Un accès à internet à très haut débit (ou THD) est un accès à internet offrant un débit binaire supérieur à celui d’un accès haut débit, par exemple via réseau DSL ou fibre optique.

Des débits crêtes de référence sont fixés par certaines autorités. Ils sont de 30 Mbit/s en Europe, tout comme pour l’Arcep en France. Historiquement, l’Arcep publie aussi des statistiques pour les débit crêtes à 100 Mbit/s1.

Pour les infrastructures filaires, le débit théorique d’un accès très haut débit est au minimum de 30 Mbit/s dans le sens descendant1 (limite ADSL2+) et peut atteindre jusqu’à 1 Gbit/s. Ce type de performances était réservé auparavant aux accès à l’épine dorsale du réseau mondial ou « backbone » ainsi qu’aux liaisons numériques professionnelles des fournisseurs d’accès à internet ou de certaines grandes entreprises.

Parmi les techniques et normes de transmission offrant ce type de performances, la fibre optique procure un réel avantage technique. La norme « tout optique » « Fiber To The Home » (FTTH) et ses variantes FTTx peuvent offrir la puissance de la fibre jusqu’au domicile. Lorsque le FTTH n’est pas déployé, d’autres techniques permettent de dépasser les limites de l’ADSL, sans pour autant égaler la fibre. Le câble coaxial ainsi que le VDSL2 sont exploités comme des solutions pour pallier l’absence de fibre optique jusqu’au domicile. Une autre solution en cours de développement est le G.fast.

Pour les réseaux mobiles et de radiocommunication, les normes de type 4G sont considérées comme faisant partie des accès très haut débit.

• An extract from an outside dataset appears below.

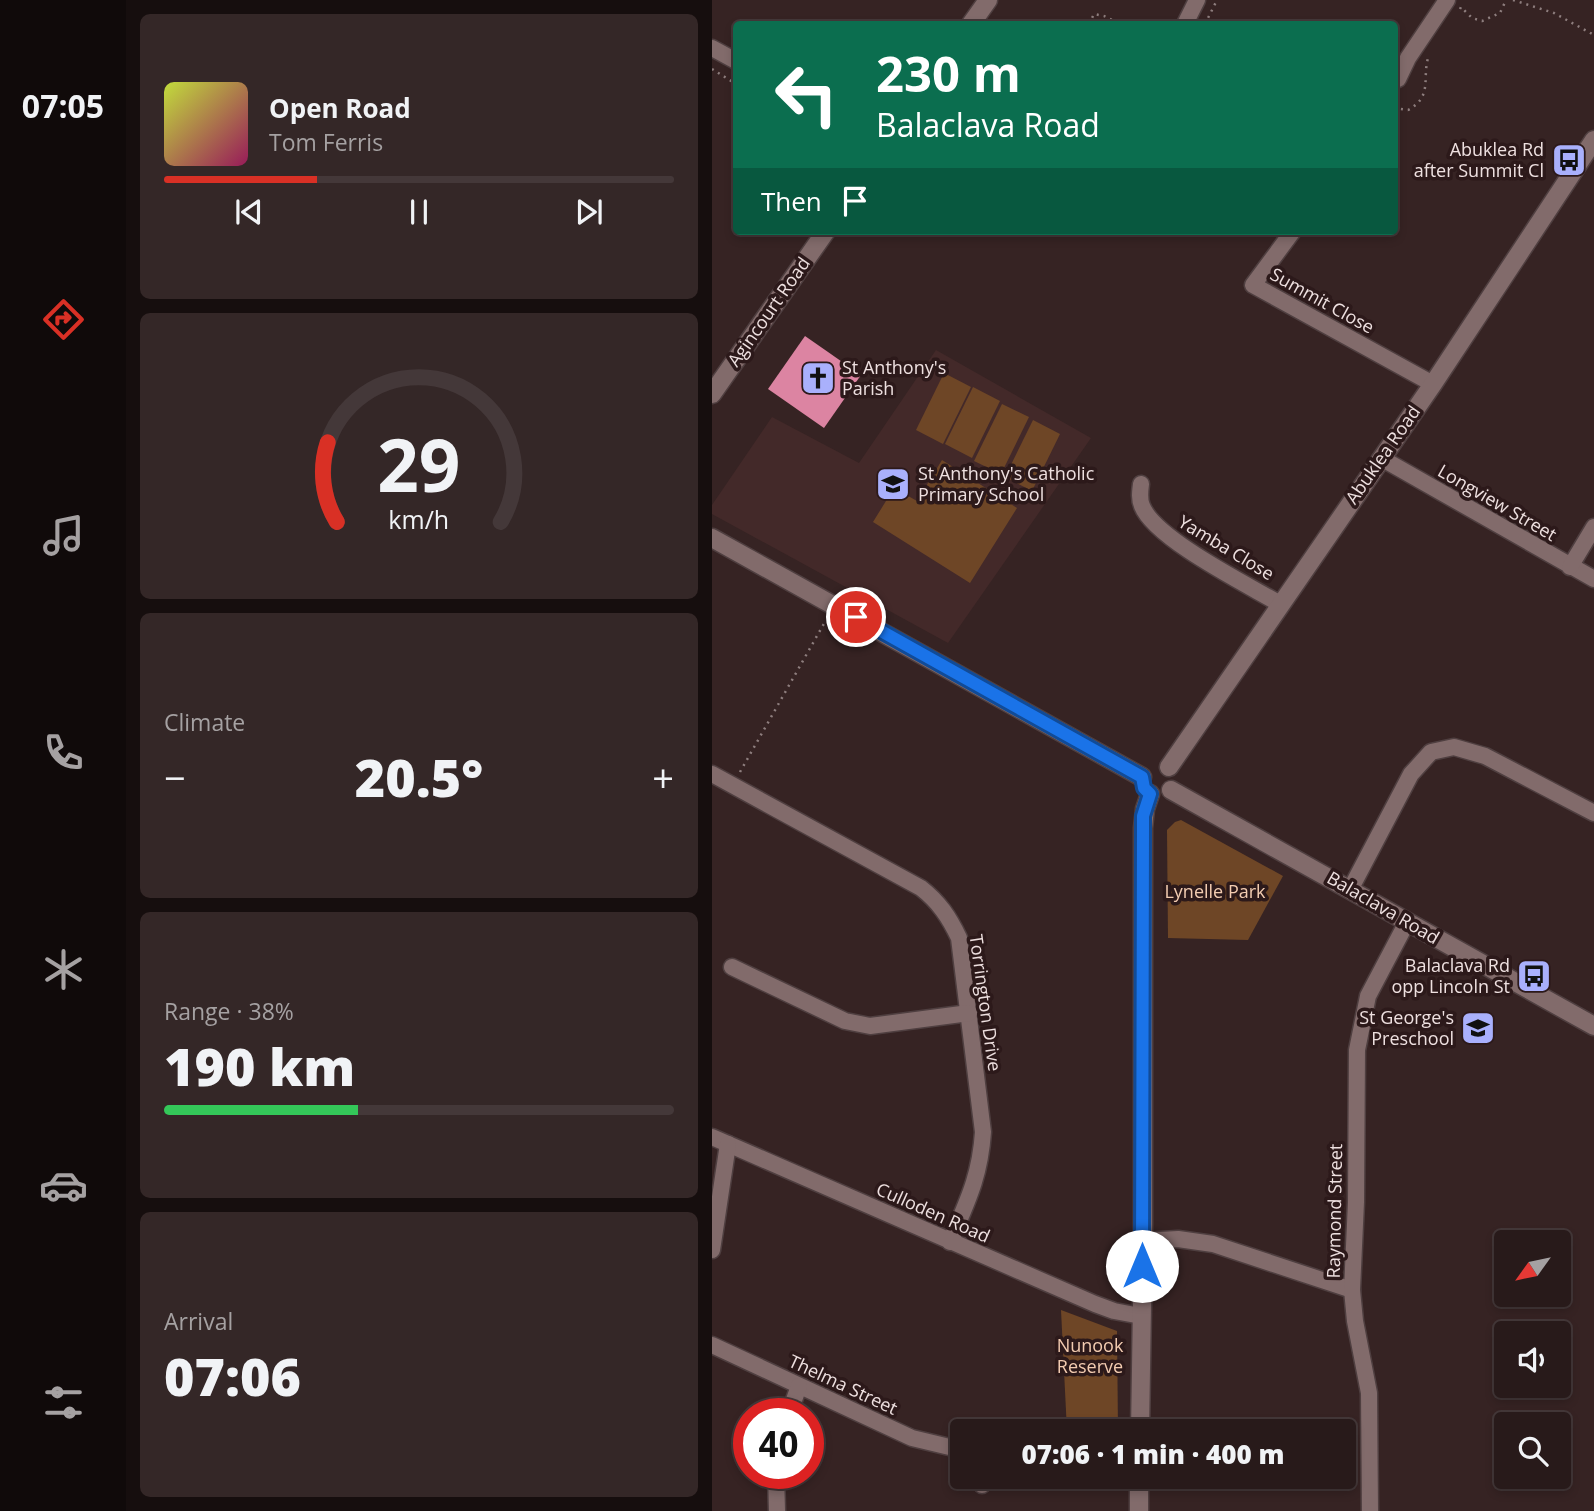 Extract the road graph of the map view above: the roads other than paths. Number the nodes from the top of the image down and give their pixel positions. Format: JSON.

DC-HSPA+ (3G++ dual carrier) est censée, dès à présent, offrir un service avec un débit théorique maximum pouvant atteindre 42 Mbit/s en voie descendante2 et 10 Mbit/s en voie montante3. Les normes LTE, en cours de déploiement, et LTE Advanced (4G+), permettent ou permettront d’obtenir des débits descendants allant respectivement jusqu’à 300 Mbit/s et 1 Gbit/s.

Alors qu’à ses débuts en France l’offre FTTH a commencé par se construire sur des offres à 100 Mbit/s descendants, certains opérateurs comme Orange et SFR ont dépassé progressivement cette limite. En 2013 Free et SFR proposent des débits de 1 Gbit/s en pointe de réception et de 200 Mbit/s en pointe d’émission pour un tarif situé entre 30 et 40 euros par mois4, 5.